▶ [Stored items]
---------------

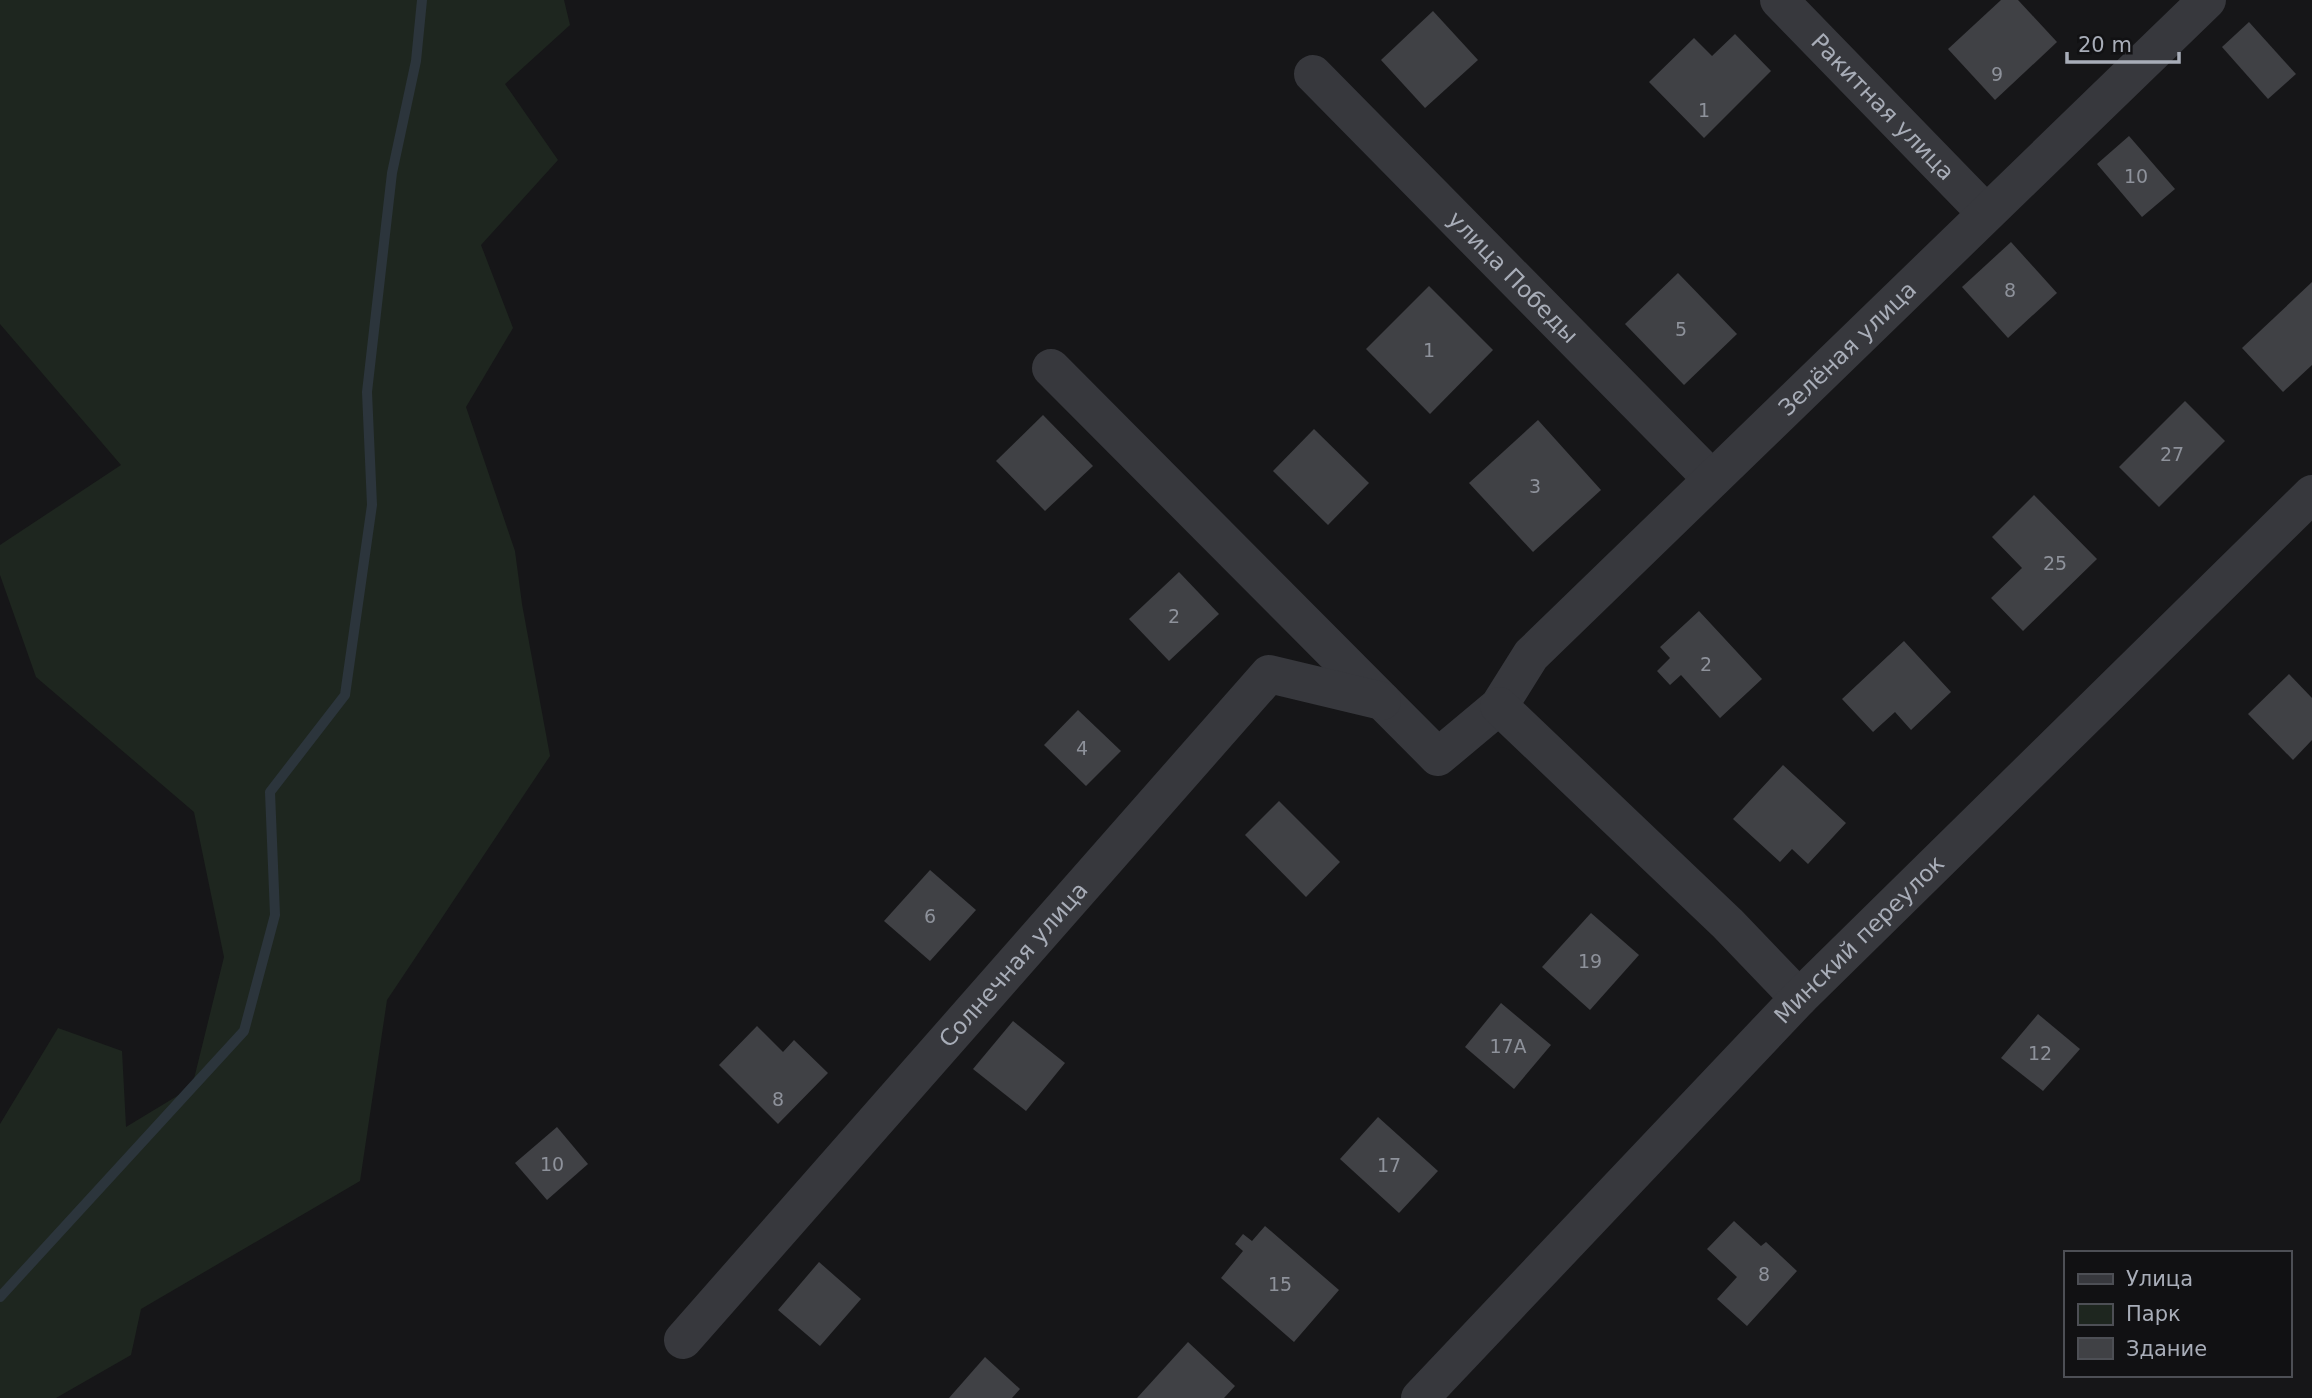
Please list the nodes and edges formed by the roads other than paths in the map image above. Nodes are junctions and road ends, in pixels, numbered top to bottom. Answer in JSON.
{"nodes":[{"id":1,"x":1779,"y":0,"type":"edge"},
{"id":2,"x":2207,"y":0,"type":"edge"},
{"id":3,"x":1313,"y":74,"type":"dead end"},
{"id":4,"x":1986,"y":214,"type":"junction"},
{"id":5,"x":1052,"y":368,"type":"dead end"},
{"id":6,"x":1712,"y":479,"type":"junction"},
{"id":7,"x":2312,"y":494,"type":"edge"},
{"id":8,"x":1382,"y":701,"type":"junction"},
{"id":9,"x":1499,"y":706,"type":"junction"},
{"id":10,"x":1799,"y":998,"type":"junction"},
{"id":11,"x":682,"y":1340,"type":"dead end"},
{"id":12,"x":1420,"y":1398,"type":"edge"}],
"edges":[{"from":1,"to":4,"type":"street","name":"Ракитная улица"},
{"from":2,"to":4,"type":"street","name":"Зелёная улица"},
{"from":3,"to":6,"type":"street","name":"улица Победы"},
{"from":4,"to":6,"type":"street","name":"Зелёная улица"},
{"from":5,"to":8,"type":"street"},
{"from":6,"to":9,"type":"street","name":"Зелёная улица"},
{"from":7,"to":10,"type":"street","name":"Минский переулок"},
{"from":8,"to":9,"type":"street","name":"Зелёная улица"},
{"from":8,"to":11,"type":"street","name":"Солнечная улица"},
{"from":9,"to":10,"type":"street"},
{"from":10,"to":12,"type":"street","name":"Минский переулок"}]}
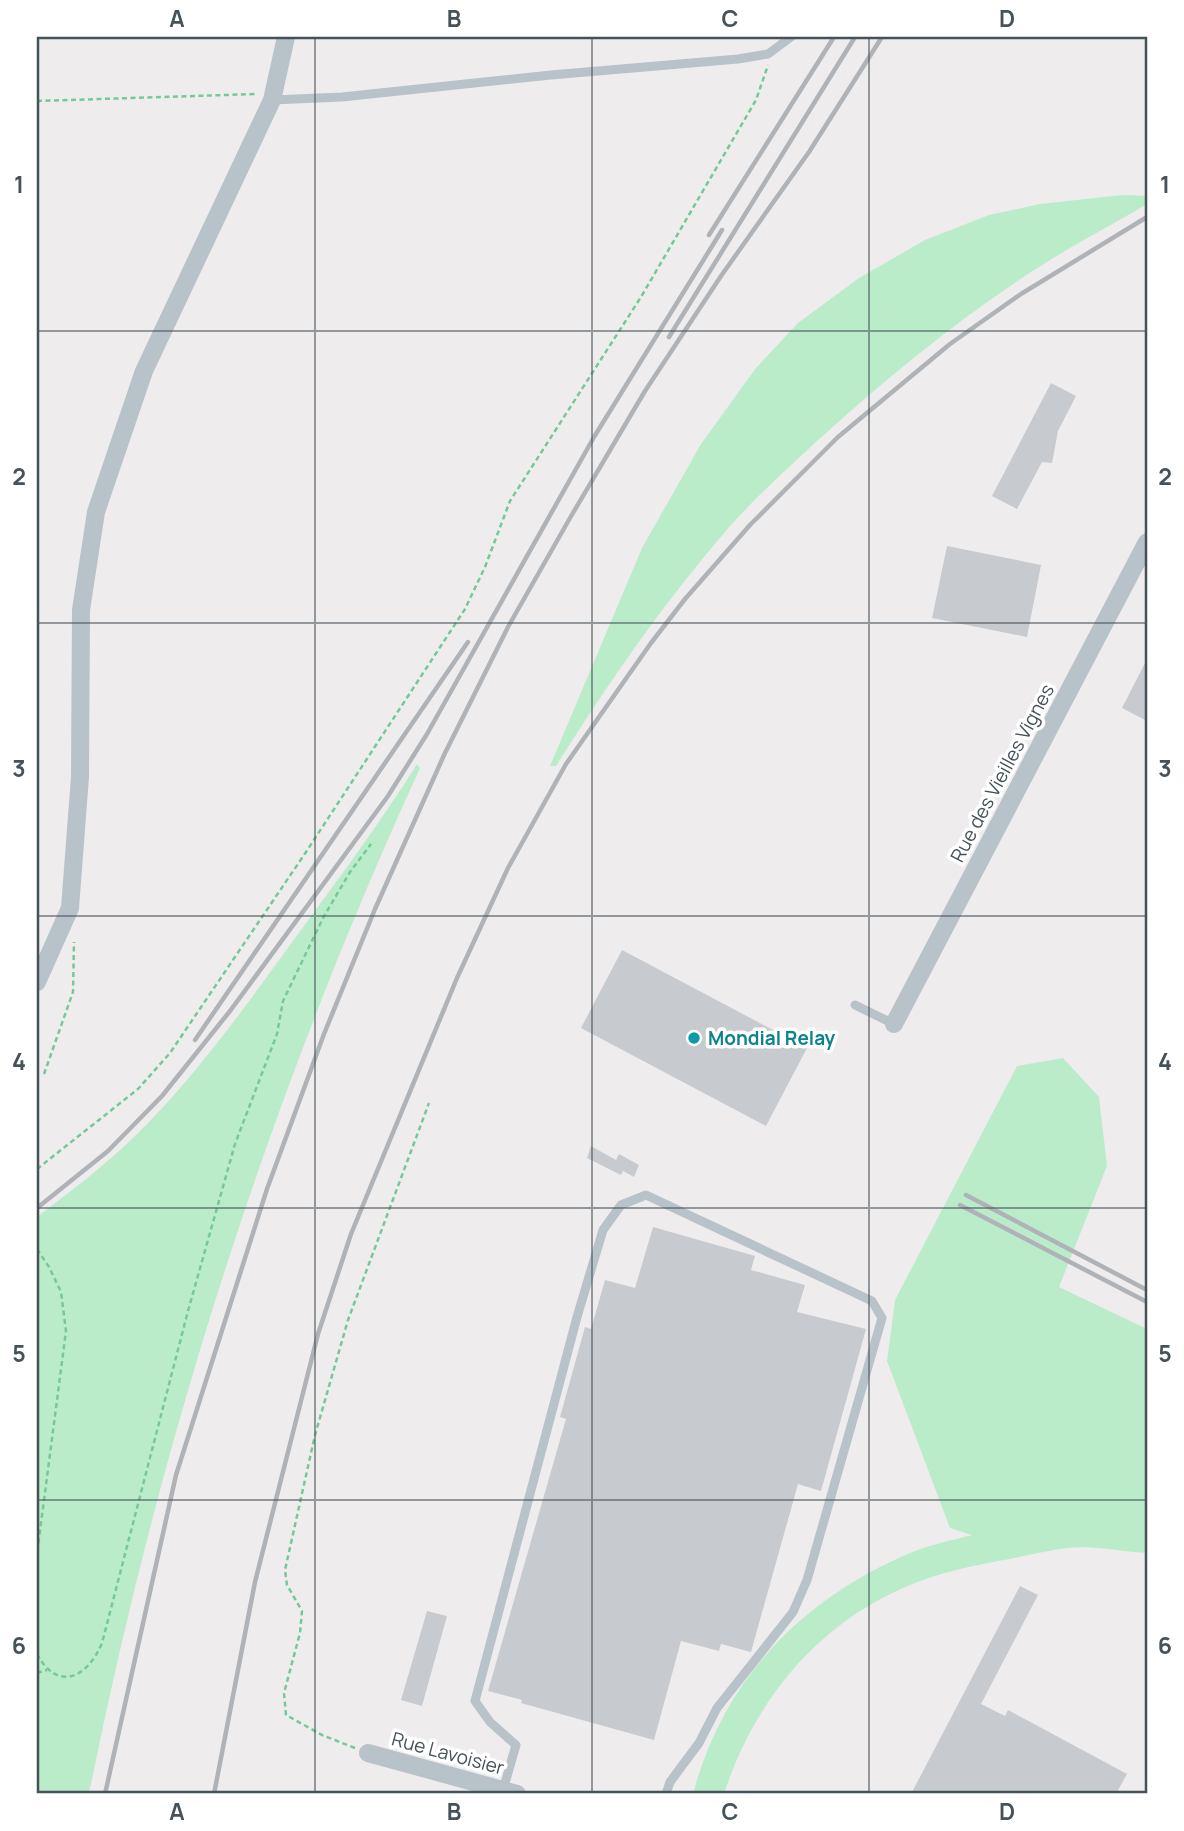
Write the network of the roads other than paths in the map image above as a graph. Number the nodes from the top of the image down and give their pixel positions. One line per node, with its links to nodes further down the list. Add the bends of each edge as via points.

---------------

▶ [ASSIGNMENT]
Reproduce the whole of the data, word for word, and omit its pictures.

▶ [OUTPUT FOR THIS TASK]
Please list the nodes and edges formed by the roads other than paths in the map image above. Nodes are junctions and road ends, in pixels, numbered top to bottom. Answer in JSON.
{"nodes":[{"id":1,"x":1779,"y":0,"type":"edge"},
{"id":2,"x":2207,"y":0,"type":"edge"},
{"id":3,"x":1313,"y":74,"type":"dead end"},
{"id":4,"x":1986,"y":214,"type":"junction"},
{"id":5,"x":1052,"y":368,"type":"dead end"},
{"id":6,"x":1712,"y":479,"type":"junction"},
{"id":7,"x":2312,"y":494,"type":"edge"},
{"id":8,"x":1382,"y":701,"type":"junction"},
{"id":9,"x":1499,"y":706,"type":"junction"},
{"id":10,"x":1799,"y":998,"type":"junction"},
{"id":11,"x":682,"y":1340,"type":"dead end"},
{"id":12,"x":1420,"y":1398,"type":"edge"}],
"edges":[{"from":1,"to":4,"type":"street","name":"Ракитная улица"},
{"from":2,"to":4,"type":"street","name":"Зелёная улица"},
{"from":3,"to":6,"type":"street","name":"улица Победы"},
{"from":4,"to":6,"type":"street","name":"Зелёная улица"},
{"from":5,"to":8,"type":"street"},
{"from":6,"to":9,"type":"street","name":"Зелёная улица"},
{"from":7,"to":10,"type":"street","name":"Минский переулок"},
{"from":8,"to":9,"type":"street","name":"Зелёная улица"},
{"from":8,"to":11,"type":"street","name":"Солнечная улица"},
{"from":9,"to":10,"type":"street"},
{"from":10,"to":12,"type":"street","name":"Минский переулок"}]}
Write the network of the roads other than paths in the map image above as a graph. Number the nodes from the top of the image down and give their pixel positions. One line per node, with its links to nodes further down the list. Add the bends of each edge as via points.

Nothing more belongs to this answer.